[Ads-l] old-time stress in "hot dog," pronun. of "Haiti."

Tom Zurinskas truespel at HOTMAIL.COM
Fri Dec 12 02:09:20 UTC 2014


Pronouncing the "ai" letter string in the word "Haiti" as "long a" (~ae) is natural for US English.  This departs from other languages which have "ai" as "long i" as in "pie" (~ie).  The top 5k words of US English do not have one word with "ai" equaling ~ie (long i).  
See the truespel phoneme analysis of "ai" letter string at  http://justpaste.it/5ktradai .Note that in the 57k (now 63k) word truespel database there were 1,227 words with "ai" in them and only 34 were for "long i" ~ie.

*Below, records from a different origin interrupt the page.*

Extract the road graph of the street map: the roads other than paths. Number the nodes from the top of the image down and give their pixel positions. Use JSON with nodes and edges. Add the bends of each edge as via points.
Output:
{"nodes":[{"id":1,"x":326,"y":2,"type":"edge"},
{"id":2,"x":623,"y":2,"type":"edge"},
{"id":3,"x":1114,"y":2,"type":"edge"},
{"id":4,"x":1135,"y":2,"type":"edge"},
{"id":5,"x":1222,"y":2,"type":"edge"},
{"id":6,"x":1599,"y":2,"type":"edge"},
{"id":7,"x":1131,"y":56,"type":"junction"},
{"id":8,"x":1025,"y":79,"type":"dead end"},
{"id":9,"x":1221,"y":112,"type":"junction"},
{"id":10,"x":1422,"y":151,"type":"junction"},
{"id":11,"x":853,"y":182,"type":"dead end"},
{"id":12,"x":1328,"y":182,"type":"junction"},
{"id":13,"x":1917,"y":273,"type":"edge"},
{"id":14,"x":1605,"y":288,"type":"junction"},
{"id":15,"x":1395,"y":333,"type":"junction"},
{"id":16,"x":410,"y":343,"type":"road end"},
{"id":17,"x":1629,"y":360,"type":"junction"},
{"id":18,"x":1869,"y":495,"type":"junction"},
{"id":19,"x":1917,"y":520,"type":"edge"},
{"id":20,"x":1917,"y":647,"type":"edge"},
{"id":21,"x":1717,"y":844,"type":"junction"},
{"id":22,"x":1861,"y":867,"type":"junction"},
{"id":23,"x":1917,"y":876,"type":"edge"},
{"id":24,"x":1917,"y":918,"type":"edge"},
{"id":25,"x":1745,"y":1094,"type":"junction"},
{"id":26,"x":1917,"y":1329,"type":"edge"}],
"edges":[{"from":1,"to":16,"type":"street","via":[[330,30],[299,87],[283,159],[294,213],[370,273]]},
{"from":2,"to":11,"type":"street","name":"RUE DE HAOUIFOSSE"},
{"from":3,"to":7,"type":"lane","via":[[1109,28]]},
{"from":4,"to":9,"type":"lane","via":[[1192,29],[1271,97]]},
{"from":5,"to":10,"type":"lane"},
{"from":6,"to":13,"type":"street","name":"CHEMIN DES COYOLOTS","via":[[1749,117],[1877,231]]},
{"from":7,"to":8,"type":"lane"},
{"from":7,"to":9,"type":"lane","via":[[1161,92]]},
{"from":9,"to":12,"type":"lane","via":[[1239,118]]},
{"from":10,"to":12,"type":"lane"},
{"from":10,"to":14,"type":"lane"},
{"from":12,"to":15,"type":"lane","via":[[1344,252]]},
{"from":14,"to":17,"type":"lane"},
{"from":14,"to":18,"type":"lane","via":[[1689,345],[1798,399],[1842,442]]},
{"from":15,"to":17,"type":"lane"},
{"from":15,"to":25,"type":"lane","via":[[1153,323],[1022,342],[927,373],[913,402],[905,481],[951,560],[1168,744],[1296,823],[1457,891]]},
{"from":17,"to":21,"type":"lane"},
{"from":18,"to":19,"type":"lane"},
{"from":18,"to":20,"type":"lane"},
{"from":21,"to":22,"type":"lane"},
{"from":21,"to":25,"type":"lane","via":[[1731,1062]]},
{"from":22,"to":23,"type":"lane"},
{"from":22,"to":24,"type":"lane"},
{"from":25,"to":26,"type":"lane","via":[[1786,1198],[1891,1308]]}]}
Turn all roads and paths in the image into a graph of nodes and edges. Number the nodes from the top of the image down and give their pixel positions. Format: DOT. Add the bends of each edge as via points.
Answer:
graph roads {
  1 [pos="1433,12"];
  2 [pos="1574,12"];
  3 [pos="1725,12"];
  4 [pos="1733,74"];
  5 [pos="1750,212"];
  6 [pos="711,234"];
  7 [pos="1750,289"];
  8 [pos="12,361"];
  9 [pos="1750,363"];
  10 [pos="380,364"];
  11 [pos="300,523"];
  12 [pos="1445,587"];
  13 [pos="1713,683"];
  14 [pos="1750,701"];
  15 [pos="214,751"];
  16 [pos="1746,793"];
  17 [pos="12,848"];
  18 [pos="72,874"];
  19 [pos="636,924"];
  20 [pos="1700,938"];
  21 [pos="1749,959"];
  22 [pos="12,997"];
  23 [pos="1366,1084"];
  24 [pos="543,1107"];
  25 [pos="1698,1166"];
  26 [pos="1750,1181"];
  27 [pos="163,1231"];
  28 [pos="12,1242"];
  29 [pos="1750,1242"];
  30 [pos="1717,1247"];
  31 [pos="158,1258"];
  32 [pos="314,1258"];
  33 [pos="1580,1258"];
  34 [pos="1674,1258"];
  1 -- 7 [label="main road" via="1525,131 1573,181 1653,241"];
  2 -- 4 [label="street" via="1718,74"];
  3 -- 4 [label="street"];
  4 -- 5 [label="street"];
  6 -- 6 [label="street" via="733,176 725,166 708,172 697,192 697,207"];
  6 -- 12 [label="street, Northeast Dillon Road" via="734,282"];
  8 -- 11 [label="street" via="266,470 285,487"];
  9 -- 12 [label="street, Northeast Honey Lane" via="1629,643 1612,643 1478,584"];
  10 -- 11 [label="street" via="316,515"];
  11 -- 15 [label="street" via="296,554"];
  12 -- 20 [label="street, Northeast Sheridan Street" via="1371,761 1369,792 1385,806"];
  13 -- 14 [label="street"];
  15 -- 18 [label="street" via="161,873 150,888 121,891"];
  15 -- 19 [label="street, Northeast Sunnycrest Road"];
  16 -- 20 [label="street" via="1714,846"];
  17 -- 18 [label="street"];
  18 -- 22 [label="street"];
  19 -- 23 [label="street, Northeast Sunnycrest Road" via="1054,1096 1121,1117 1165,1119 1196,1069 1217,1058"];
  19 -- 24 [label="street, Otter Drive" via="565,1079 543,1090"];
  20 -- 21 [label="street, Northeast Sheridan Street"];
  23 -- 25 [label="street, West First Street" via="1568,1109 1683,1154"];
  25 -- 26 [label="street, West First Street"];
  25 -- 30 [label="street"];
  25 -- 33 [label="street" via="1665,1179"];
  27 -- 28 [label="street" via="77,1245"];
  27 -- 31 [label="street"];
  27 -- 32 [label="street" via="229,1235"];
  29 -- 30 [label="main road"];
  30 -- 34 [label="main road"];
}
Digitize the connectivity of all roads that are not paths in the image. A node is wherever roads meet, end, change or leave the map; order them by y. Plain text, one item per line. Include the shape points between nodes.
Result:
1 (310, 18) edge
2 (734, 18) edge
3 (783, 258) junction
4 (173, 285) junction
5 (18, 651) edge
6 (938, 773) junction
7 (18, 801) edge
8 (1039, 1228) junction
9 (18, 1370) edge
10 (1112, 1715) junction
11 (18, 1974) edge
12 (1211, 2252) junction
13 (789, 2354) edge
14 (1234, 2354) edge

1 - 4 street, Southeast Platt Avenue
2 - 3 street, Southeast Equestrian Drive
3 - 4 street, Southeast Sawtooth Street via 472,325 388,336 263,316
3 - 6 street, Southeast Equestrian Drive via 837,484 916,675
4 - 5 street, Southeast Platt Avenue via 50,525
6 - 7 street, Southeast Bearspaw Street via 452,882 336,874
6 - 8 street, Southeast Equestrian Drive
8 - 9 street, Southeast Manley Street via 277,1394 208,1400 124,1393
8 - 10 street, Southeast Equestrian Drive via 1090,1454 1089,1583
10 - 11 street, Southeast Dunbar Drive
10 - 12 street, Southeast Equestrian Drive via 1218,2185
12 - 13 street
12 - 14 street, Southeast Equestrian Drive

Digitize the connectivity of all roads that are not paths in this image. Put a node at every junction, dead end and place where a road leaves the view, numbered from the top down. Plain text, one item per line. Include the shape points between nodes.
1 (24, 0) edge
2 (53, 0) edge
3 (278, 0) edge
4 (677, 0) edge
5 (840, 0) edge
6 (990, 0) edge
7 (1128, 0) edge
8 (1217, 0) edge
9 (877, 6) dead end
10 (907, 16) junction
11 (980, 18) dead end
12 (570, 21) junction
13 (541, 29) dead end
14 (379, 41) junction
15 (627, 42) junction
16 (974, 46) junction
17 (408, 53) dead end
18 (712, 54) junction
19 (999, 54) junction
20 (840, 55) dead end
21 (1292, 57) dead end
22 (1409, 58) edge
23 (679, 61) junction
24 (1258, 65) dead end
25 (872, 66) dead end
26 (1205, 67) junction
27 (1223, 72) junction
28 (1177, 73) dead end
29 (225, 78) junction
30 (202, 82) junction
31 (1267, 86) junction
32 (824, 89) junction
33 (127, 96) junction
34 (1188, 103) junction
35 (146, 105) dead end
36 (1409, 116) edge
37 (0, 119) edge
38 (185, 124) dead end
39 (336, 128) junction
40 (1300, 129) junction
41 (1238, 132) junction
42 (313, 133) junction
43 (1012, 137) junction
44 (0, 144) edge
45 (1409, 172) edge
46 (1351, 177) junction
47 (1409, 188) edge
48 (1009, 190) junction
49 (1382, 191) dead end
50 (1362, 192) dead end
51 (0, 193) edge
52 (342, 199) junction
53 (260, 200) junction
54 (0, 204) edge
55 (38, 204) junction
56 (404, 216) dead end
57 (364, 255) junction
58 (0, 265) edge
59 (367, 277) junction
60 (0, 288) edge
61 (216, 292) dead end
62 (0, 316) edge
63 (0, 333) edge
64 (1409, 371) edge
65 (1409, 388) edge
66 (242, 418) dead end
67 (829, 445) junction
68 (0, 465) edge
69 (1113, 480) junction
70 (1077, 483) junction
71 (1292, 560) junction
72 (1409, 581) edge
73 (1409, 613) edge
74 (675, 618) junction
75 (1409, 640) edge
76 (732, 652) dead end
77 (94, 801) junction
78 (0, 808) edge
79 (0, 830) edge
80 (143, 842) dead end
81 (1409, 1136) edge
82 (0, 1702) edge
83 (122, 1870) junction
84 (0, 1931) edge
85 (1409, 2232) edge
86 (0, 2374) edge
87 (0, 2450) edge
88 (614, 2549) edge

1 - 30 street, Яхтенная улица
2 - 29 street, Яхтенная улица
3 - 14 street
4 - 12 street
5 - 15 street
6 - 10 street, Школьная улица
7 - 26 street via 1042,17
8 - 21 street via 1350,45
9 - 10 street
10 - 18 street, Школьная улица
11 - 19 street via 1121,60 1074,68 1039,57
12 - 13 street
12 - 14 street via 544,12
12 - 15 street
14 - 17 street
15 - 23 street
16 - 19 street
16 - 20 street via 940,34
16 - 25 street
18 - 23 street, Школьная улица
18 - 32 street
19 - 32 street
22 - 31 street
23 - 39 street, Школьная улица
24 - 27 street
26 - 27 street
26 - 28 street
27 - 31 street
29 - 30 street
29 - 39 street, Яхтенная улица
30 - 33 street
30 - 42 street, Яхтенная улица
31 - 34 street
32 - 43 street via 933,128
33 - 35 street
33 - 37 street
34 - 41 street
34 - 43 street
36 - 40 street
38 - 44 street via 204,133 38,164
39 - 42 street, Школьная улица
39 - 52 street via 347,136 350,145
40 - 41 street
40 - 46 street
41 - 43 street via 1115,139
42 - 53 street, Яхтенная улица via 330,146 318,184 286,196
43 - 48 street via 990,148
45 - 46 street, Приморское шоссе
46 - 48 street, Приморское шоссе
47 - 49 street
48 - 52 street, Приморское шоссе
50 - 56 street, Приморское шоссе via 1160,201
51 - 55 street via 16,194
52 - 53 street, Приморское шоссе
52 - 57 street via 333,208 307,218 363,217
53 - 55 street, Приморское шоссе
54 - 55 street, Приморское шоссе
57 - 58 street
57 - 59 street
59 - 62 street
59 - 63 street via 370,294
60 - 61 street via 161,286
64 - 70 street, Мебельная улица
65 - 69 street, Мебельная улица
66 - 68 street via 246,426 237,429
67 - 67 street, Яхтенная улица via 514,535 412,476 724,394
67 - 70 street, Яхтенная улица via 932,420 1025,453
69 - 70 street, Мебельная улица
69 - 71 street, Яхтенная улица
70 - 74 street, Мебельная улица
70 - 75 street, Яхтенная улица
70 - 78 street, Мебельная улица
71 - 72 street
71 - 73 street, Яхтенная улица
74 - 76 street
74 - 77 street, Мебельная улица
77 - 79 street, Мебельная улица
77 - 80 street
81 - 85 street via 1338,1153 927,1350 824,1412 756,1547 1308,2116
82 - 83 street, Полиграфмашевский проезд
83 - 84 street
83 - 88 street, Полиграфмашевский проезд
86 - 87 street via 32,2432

Tom Zurinskas, Conn 20 yrs, Tenn 3, NJ 33, now FL 12.See how English spelling links to sounds at http://justpaste.it/ayk


> ---------------------- Information from the mail header -----------------------
> Sender:       American Dialect Society <ADS-L at LISTSERV.UGA.EDU>
> Poster:       Wilson Gray <hwgray at GMAIL.COM>
> Subject:      Re: old-time stress in "hot dog," pronun. of "Haiti."
> -------------------------------------------------------------------------------
> 
> On Thu, Dec 11, 2014 at 5:49 PM, W Brewer <brewerwa at gmail.com> wrote:
> 
> > The BBC says:
> > <<Similarly, while different anglicisations for Haiti (HIGH-ti,
> > high-EE-ti and haa-EE-ti) are in still use, HAY-ti is considered the
> > most widespread and established and we recommend this pronunciation.>>
> >
> > http://www.bbc.co.uk/blogs/legacy/magazinemonitor/2010/01/how_to_say_haiti_and_portaupri.shtml
> >
> 
> So, the BBC has finally seen the American light and has decided let other
> pronunciations go missing from Britspeak.
> 
> 
> -- 
> -Wilson
> -----
> All say, "How hard it is that we have to die!"---a strange complaint to
> come from the mouths of people who have had to live.